When women’s rights activist Wajiha Al-Huwaidar flew out of Saudi Arabia last week for a holiday in Italy with her family, she was hoping for a brief respite from what she describes as the ‘gender apartheid kingdom.’

She wasn’t so lucky.

As she left, her husband received an automated SMS text message from the Ministry of Foreign Affairs informing him that his wife, legally considered his ‘dependant’ under Saudi Arabia’s strict gendered guardianship system, had left the country.

Al-Huwaidar’s husband received the same text, she learned last week, when she had left Saudi Arabia on another recent trip to Germany.

“It is sad how Saudis use technology in a way not intended to be used for,” she told The Media Line. “In Saudi Arabia, technology brings more restrictions and misery! They use it to have more control over people’s lives, especially women.”

“I am an adult woman that has been earning my own income for over a decade now but according to the Saudi government, I am a dependent until the day I die because of my gender,” Al-Huwaidar said. “I'm not sure how it works, but lately we get to be informed through our mobile phones about our bank accounts, sale ads, jobs, donation campaigns and others. I'm sure it's a new service that the government is using for different purposes. They don’t state which country the dependent left for, but simply state that they did leave.”

Saudi authorities did not respond to requests to comment on this article, and whether the text messages received by Al-Huwaidar’s husband indicate a new system of monitoring or a case-specific effort to track Al-Huwaidar’s movements.

“I’m a member of the Saudi women’s rights group and my husband did not tell me he received a message which means he probably didn’t,” Reem Asaad, a Saudi economics lecturer and women’s rights activist told The Media Line. “It’s possible that Wajiha [Al-Huwaidar] has been spotlighted by the authorities.”

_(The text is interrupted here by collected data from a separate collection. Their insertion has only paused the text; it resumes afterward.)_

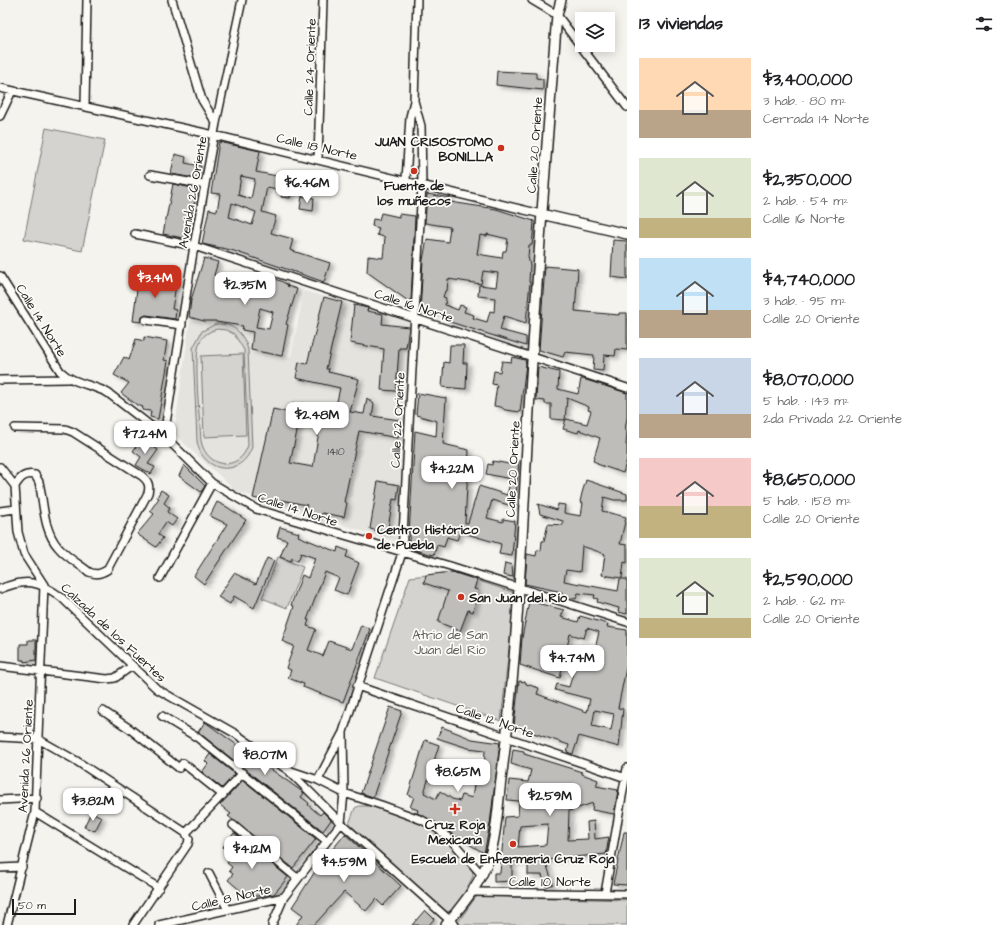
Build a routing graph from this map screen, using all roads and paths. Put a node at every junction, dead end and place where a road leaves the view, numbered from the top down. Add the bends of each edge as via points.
1 (87, 0) edge
2 (172, 0) edge
3 (242, 0) edge
4 (323, 0) edge
5 (417, 0) edge
6 (532, 0) edge
7 (561, 0) edge
8 (556, 15) junction
9 (0, 88) edge
10 (12, 91) junction
11 (414, 101) junction
12 (85, 106) junction
13 (627, 107) edge
14 (0, 116) edge
15 (216, 123) junction
16 (214, 134) junction
17 (318, 159) junction
18 (150, 175) dead end
19 (406, 180) junction
20 (205, 185) junction
21 (422, 185) junction
22 (541, 214) junction
23 (135, 234) dead end
24 (627, 234) edge
25 (194, 246) junction
26 (0, 276) edge
27 (415, 318) junction
28 (146, 320) dead end
29 (182, 325) junction
30 (531, 356) junction
31 (68, 379) junction
32 (0, 380) edge
33 (627, 388) edge
34 (15, 428) dead end
35 (164, 436) junction
36 (0, 467) edge
37 (212, 483) junction
38 (14, 486) junction
39 (16, 509) junction
40 (0, 511) edge
41 (402, 553) junction
42 (160, 578) dead end
43 (44, 585) junction
44 (519, 588) junction
45 (0, 589) edge
46 (627, 622) edge
47 (0, 666) edge
48 (132, 666) junction
49 (41, 672) junction
50 (356, 686) junction
51 (103, 711) dead end
52 (162, 716) dead end
53 (342, 732) junction
54 (507, 736) junction
55 (0, 737) edge
56 (38, 739) junction
57 (627, 768) edge
58 (289, 771) junction
59 (243, 773) junction
60 (626, 778) junction
61 (318, 780) junction
62 (344, 793) junction
63 (222, 795) junction
64 (37, 798) junction
65 (0, 800) edge
66 (35, 812) junction
67 (340, 823) junction
68 (233, 825) dead end
69 (188, 836) junction
70 (327, 841) junction
71 (22, 867) junction
72 (0, 868) edge
73 (209, 873) dead end
74 (482, 875) junction
75 (297, 878) junction
76 (158, 888) junction
77 (473, 892) junction
78 (605, 893) junction
79 (627, 894) edge
80 (284, 897) junction
81 (228, 910) junction
82 (450, 924) edge
83 (7, 925) edge
84 (133, 925) edge
85 (159, 925) edge
86 (272, 925) edge

1 - 12 street
2 - 15 street via 202,100
3 - 15 street, Avenida 26 Oriente
4 - 17 street, Calle 24 Oriente
5 - 11 street, Calle 22 Oriente
6 - 8 street
7 - 8 street, Calle 20 Oriente
8 - 13 street
8 - 22 street, Calle 20 Oriente
9 - 10 street, Calle 18 Norte
10 - 12 street, Calle 18 Norte
10 - 14 street
11 - 19 street, Calle 22 Oriente via 410,117
11 - 21 street, Calle 22 Oriente via 422,126
12 - 16 street, Calle 18 Norte
15 - 16 street, Avenida 26 Oriente
16 - 17 street, Calle 18 Norte
16 - 20 street, Avenida 26 Oriente
17 - 19 street, Calle 18 Norte
18 - 20 street
19 - 21 street, Calle 18 Norte
20 - 25 street, Avenida 26 Oriente
21 - 22 street, Calle 18 Norte
21 - 27 street, Calle 22 Oriente
22 - 24 street, Calle 18 Norte
22 - 30 street, Calle 20 Oriente
23 - 25 street, Calle 16 Norte
25 - 27 street, Calle 16 Norte
25 - 29 street, Avenida 26 Oriente
26 - 31 street, Calle 14 Norte via 60,371
27 - 30 street, Calle 16 Norte
27 - 41 street, Calle 22 Oriente
28 - 29 street
29 - 35 street, Avenida 26 Oriente
30 - 33 street, Calle 16 Norte
30 - 44 street, Calle 20 Oriente
31 - 32 street
31 - 35 street, Calle 14 Norte via 108,393
34 - 38 street via 65,429 73,432 142,476 147,480 149,487 148,494 107,570 95,574 58,548 53,541 39,482 35,475 29,474 20,478
35 - 37 street, Calle 14 Norte
36 - 38 street
37 - 41 street, Calle 14 Norte via 256,510
37 - 42 street
38 - 39 street
39 - 40 street
39 - 43 street via 20,543 30,566
41 - 44 street, Calle 14 Norte
41 - 50 street, Calle 22 Oriente
43 - 45 street, Calzada de los Fuertes via 27,582
43 - 48 street, Calzada de los Fuertes via 75,610
43 - 49 street, Avenida 26 Oriente
44 - 46 street, Calle 14 Norte
44 - 54 street, Calle 20 Oriente
47 - 49 street
48 - 49 street via 115,678 107,679
48 - 58 street, Calzada de los Fuertes via 170,698 236,734
49 - 56 street, Avenida 26 Oriente
50 - 53 street, Calle 22 Oriente
50 - 54 street, Calle 12 Norte
51 - 63 street via 179,768 183,763
52 - 59 street via 198,738 223,760
53 - 61 street, Calle 22 Oriente
53 - 62 street, Calle 22 Oriente
54 - 60 street, Calle 12 Norte
54 - 74 street, Calle 20 Oriente via 490,853
55 - 56 street
56 - 64 street, Avenida 26 Oriente
56 - 69 street via 75,760
57 - 60 street
58 - 61 street, Calzada de los Fuertes
58 - 67 street, Calzada de los Fuertes
59 - 63 street
59 - 70 street
60 - 78 street
61 - 62 street, Calzada de los Fuertes
62 - 67 street, Calle 22 Oriente
62 - 74 street, Calzada de los Fuertes via 394,810 438,829
63 - 69 street
64 - 65 street
64 - 66 street, Avenida 26 Oriente
66 - 71 street, Avenida 26 Oriente
66 - 76 street
67 - 70 street, Calle 22 Oriente
67 - 82 street, Calzada de los Fuertes
68 - 75 street
69 - 76 street via 188,844
70 - 75 street, Calle 22 Oriente
71 - 72 street
71 - 83 street, Avenida 26 Oriente
73 - 81 street
74 - 77 street, Calle 20 Oriente
75 - 80 street, Calle 22 Oriente
76 - 84 street
77 - 78 street, Calle 10 Norte
77 - 82 street, Calle 20 Oriente
78 - 79 street, Calle 10 Norte
80 - 81 street, Calle 8 Norte
80 - 86 street, Calle 22 Oriente
81 - 85 street, Calle 8 Norte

Saudi Arabia’s strict patriarchal guardianship system requires all women to be represented by men -- either their husband, father or son -- in all public and official spheres of life. Women are not allowed to drive, inherit, divorce or gain custody of children; and cannot enter most public spaces without a male guardian.

“My husband had to fill out a form at the passport control authority to allow me and my children to travel outside the country whenever I like,” Asaad explained. “He has to renew that with each passport every five years. Most women travel this way.”

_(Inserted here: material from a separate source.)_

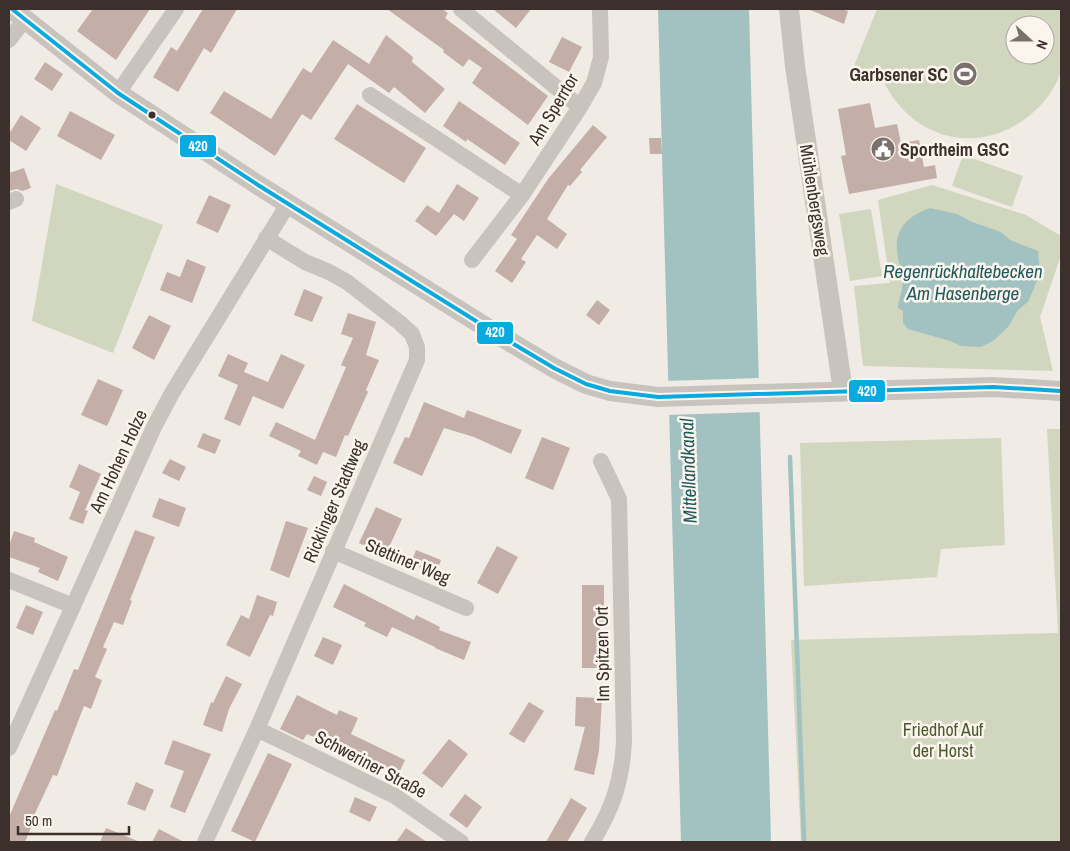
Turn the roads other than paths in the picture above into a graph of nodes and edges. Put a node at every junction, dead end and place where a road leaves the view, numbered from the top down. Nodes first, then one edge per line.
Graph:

Nadya Khalife, the Middle East Women's Rights researcher at Human Rights Watch, said the guardianship system presents an enormous barrier to Saudi women’s freedom of movement.

“Guardianship is a really complicated system and has a great effect not only on women’s travel within Saudi Arabia but also to the outside world, prohibiting women’s freedom of movement in a very critical way,” she told The Media Line. “A woman cannot leave the country without the permission of her guardian, who might be her youngest son. The text messages just adds another level of controlling women’s movements. I guess they’re getting more technologically advanced.”

The Saudi government has gone to great efforts recently to improve the image of the Commission for the Promotion of Virtue and Prevention of Vice, the country’s religious police who are tasked with enforcing the guardianship system.

Earlier this year the commission’s national director was fired and the new director, Sheikh Abdul Aziz Al-Humain, announced a series of training programs and a special unit to handle complaints against the religious police.

“The government has promised to change the system and said that women over 40 can travel a bit without a guardian,” Khalife said. “But from what we’ve seen and the complaints we’ve received from women in Saudi, the system is still very much in place. Women still need their guardian’s permission to travel, to study, to work, and even to go to a court to complain about domestic violence. So there’s a bit of a disconnect between the promises that have been made and the reality on the ground.”

Dr. Edit Schlaffer, founder of the advocacy group Women Without Borders, said the Saudi guardianship system is in violation of international law.

“The guardian system is one of these things that is not justified by the Qu’ran,” she told The Media Line. “No other Muslim country has a system like this. It’s a unique Saudi interpretation of Islam and according to the freedom of movement provisions under the Human Rights Act the guardianship system is totally unacceptable to the international community. But unfortunately, women’s rights are not at the forefront of international humans rights issues.”

Dr. Schlaffer, who recently concluded an extensive study on gender in Saudi Arabia, argued that while there is a growing Saudi movement opposed to the guardianship system, outside pressure will not help.

“There is a growing movement within Saudi Arabia which is supported by women and forward-looking men who oppose the guardianship system,” she said. “But Saudi Arabia is outside the international time zone so change is extremely slow.”

“At the same time I feel that interferance from outside is helpful,” she continued. “It creates new blockages. The way forward is to help civil society within Saudi to provide a space for change.”